**PROBLEM REQUIREMENTS**
For each record below, set it down exactly but leave out any picture.

==== DATASET EXCERPTS ====

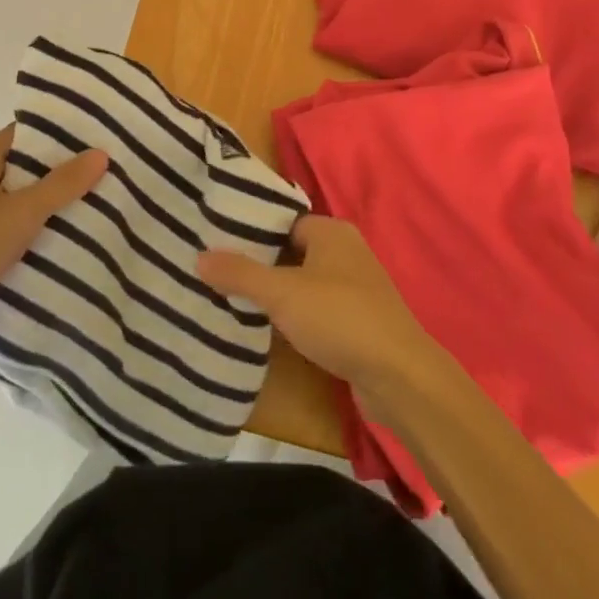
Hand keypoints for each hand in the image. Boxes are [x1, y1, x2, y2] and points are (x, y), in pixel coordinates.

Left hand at [0, 127, 105, 348]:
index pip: (20, 134)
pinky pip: (8, 230)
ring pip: (16, 201)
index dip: (54, 131)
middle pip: (21, 166)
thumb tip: (100, 153)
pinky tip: (61, 242)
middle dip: (58, 169)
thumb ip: (61, 184)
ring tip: (92, 203)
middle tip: (100, 170)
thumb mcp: (21, 213)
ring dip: (47, 203)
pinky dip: (32, 232)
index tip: (91, 134)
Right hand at [197, 215, 447, 413]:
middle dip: (257, 263)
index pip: (281, 221)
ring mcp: (353, 288)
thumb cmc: (340, 318)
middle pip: (289, 251)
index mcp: (331, 232)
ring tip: (229, 297)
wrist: (399, 377)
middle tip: (214, 270)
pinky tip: (264, 327)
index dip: (250, 230)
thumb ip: (240, 274)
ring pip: (301, 282)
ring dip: (273, 292)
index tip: (214, 240)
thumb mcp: (282, 293)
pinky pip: (313, 309)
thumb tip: (199, 257)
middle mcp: (344, 252)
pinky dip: (291, 315)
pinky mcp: (355, 321)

====

**SOLUTION TO THE EXERCISE**
Hand keypoints for each hand in the image. Boxes are [x1, y1, x2, y2] and points are (x, y), in pixel coordinates.

Left hand at [0, 127, 105, 348]:
index pip: (20, 134)
pinky pip: (8, 230)
ring pip: (16, 201)
index dip: (54, 131)
middle pip: (21, 166)
thumb tip: (100, 153)
pinky tip: (61, 242)
middle dip: (58, 169)
thumb ip: (61, 184)
ring tip: (92, 203)
middle tip: (100, 170)
thumb mcp: (21, 213)
ring dip: (47, 203)
pinky dip: (32, 232)
index tip: (91, 134)
Right hand at [197, 215, 447, 413]:
middle dip: (257, 263)
index pip: (281, 221)
ring mcp: (353, 288)
thumb cmc: (340, 318)
middle pip: (289, 251)
index mcp: (331, 232)
ring tip: (229, 297)
wrist: (399, 377)
middle tip: (214, 270)
pinky tip: (264, 327)
index dip: (250, 230)
thumb ip: (240, 274)
ring pip: (301, 282)
ring dip: (273, 292)
index tip: (214, 240)
thumb mcp: (282, 293)
pinky pip: (313, 309)
thumb tip: (199, 257)
middle mcp: (344, 252)
pinky dip: (291, 315)
pinky mcp: (355, 321)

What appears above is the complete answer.